(Data excerpts)
= Beginning of Section =

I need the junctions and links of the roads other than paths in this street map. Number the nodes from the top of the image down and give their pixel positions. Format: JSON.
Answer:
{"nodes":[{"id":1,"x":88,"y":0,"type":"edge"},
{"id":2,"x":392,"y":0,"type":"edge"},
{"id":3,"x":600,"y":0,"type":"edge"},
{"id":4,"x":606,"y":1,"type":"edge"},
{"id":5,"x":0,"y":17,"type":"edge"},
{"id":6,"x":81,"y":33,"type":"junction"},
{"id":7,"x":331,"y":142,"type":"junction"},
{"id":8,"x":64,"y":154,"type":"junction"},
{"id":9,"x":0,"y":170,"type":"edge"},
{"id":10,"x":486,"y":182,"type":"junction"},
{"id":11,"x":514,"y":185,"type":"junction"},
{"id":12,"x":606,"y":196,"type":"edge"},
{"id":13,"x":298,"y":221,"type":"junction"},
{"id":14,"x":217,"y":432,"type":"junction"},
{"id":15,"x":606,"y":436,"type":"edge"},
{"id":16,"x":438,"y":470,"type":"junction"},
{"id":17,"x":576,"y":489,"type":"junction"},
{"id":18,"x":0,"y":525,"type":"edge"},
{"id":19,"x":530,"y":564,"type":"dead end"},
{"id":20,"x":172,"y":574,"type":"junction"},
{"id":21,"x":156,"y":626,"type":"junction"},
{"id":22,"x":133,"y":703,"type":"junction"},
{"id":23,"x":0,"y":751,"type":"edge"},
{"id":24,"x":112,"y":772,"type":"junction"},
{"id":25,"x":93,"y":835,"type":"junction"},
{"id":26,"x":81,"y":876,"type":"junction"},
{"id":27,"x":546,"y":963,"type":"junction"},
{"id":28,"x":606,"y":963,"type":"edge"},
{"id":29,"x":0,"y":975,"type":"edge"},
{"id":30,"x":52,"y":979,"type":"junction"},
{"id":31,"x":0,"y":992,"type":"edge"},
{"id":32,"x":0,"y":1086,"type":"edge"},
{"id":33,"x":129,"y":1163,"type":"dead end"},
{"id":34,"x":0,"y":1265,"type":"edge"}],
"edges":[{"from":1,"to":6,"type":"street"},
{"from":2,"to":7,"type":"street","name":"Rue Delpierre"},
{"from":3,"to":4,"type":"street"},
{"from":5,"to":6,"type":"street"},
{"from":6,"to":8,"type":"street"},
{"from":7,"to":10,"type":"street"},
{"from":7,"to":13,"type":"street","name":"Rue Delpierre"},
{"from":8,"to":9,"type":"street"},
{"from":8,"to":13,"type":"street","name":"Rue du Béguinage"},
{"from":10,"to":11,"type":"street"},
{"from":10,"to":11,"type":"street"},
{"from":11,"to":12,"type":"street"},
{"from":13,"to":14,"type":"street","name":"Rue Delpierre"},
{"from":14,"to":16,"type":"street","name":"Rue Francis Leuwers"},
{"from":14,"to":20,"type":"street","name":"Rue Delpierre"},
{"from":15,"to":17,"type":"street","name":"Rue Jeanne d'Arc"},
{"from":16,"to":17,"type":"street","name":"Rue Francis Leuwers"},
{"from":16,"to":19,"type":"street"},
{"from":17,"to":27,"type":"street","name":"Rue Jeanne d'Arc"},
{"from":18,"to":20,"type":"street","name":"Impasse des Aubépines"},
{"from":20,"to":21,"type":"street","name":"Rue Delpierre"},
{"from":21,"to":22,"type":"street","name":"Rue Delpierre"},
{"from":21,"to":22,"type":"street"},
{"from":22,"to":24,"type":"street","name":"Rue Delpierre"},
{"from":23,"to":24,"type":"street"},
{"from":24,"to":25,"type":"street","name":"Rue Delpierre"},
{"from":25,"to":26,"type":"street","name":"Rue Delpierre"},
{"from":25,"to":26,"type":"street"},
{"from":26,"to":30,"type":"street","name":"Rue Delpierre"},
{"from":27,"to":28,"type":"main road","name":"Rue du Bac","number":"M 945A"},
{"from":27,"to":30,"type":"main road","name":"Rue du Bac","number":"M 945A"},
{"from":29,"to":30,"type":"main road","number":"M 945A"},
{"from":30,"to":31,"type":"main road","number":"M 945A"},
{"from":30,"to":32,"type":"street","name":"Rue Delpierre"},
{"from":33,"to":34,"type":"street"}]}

= End of Section =

You are asked to transcribe all of the data above exactly.

SOLUTION TO THE EXERCISE.
I need the junctions and links of the roads other than paths in this street map. Number the nodes from the top of the image down and give their pixel positions. Format: JSON.
Answer:
{"nodes":[{"id":1,"x":88,"y":0,"type":"edge"},
{"id":2,"x":392,"y":0,"type":"edge"},
{"id":3,"x":600,"y":0,"type":"edge"},
{"id":4,"x":606,"y":1,"type":"edge"},
{"id":5,"x":0,"y":17,"type":"edge"},
{"id":6,"x":81,"y":33,"type":"junction"},
{"id":7,"x":331,"y":142,"type":"junction"},
{"id":8,"x":64,"y":154,"type":"junction"},
{"id":9,"x":0,"y":170,"type":"edge"},
{"id":10,"x":486,"y":182,"type":"junction"},
{"id":11,"x":514,"y":185,"type":"junction"},
{"id":12,"x":606,"y":196,"type":"edge"},
{"id":13,"x":298,"y":221,"type":"junction"},
{"id":14,"x":217,"y":432,"type":"junction"},
{"id":15,"x":606,"y":436,"type":"edge"},
{"id":16,"x":438,"y":470,"type":"junction"},
{"id":17,"x":576,"y":489,"type":"junction"},
{"id":18,"x":0,"y":525,"type":"edge"},
{"id":19,"x":530,"y":564,"type":"dead end"},
{"id":20,"x":172,"y":574,"type":"junction"},
{"id":21,"x":156,"y":626,"type":"junction"},
{"id":22,"x":133,"y":703,"type":"junction"},
{"id":23,"x":0,"y":751,"type":"edge"},
{"id":24,"x":112,"y":772,"type":"junction"},
{"id":25,"x":93,"y":835,"type":"junction"},
{"id":26,"x":81,"y":876,"type":"junction"},
{"id":27,"x":546,"y":963,"type":"junction"},
{"id":28,"x":606,"y":963,"type":"edge"},
{"id":29,"x":0,"y":975,"type":"edge"},
{"id":30,"x":52,"y":979,"type":"junction"},
{"id":31,"x":0,"y":992,"type":"edge"},
{"id":32,"x":0,"y":1086,"type":"edge"},
{"id":33,"x":129,"y":1163,"type":"dead end"},
{"id":34,"x":0,"y":1265,"type":"edge"}],
"edges":[{"from":1,"to":6,"type":"street"},
{"from":2,"to":7,"type":"street","name":"Rue Delpierre"},
{"from":3,"to":4,"type":"street"},
{"from":5,"to":6,"type":"street"},
{"from":6,"to":8,"type":"street"},
{"from":7,"to":10,"type":"street"},
{"from":7,"to":13,"type":"street","name":"Rue Delpierre"},
{"from":8,"to":9,"type":"street"},
{"from":8,"to":13,"type":"street","name":"Rue du Béguinage"},
{"from":10,"to":11,"type":"street"},
{"from":10,"to":11,"type":"street"},
{"from":11,"to":12,"type":"street"},
{"from":13,"to":14,"type":"street","name":"Rue Delpierre"},
{"from":14,"to":16,"type":"street","name":"Rue Francis Leuwers"},
{"from":14,"to":20,"type":"street","name":"Rue Delpierre"},
{"from":15,"to":17,"type":"street","name":"Rue Jeanne d'Arc"},
{"from":16,"to":17,"type":"street","name":"Rue Francis Leuwers"},
{"from":16,"to":19,"type":"street"},
{"from":17,"to":27,"type":"street","name":"Rue Jeanne d'Arc"},
{"from":18,"to":20,"type":"street","name":"Impasse des Aubépines"},
{"from":20,"to":21,"type":"street","name":"Rue Delpierre"},
{"from":21,"to":22,"type":"street","name":"Rue Delpierre"},
{"from":21,"to":22,"type":"street"},
{"from":22,"to":24,"type":"street","name":"Rue Delpierre"},
{"from":23,"to":24,"type":"street"},
{"from":24,"to":25,"type":"street","name":"Rue Delpierre"},
{"from":25,"to":26,"type":"street","name":"Rue Delpierre"},
{"from":25,"to":26,"type":"street"},
{"from":26,"to":30,"type":"street","name":"Rue Delpierre"},
{"from":27,"to":28,"type":"main road","name":"Rue du Bac","number":"M 945A"},
{"from":27,"to":30,"type":"main road","name":"Rue du Bac","number":"M 945A"},
{"from":29,"to":30,"type":"main road","number":"M 945A"},
{"from":30,"to":31,"type":"main road","number":"M 945A"},
{"from":30,"to":32,"type":"street","name":"Rue Delpierre"},
{"from":33,"to":34,"type":"street"}]}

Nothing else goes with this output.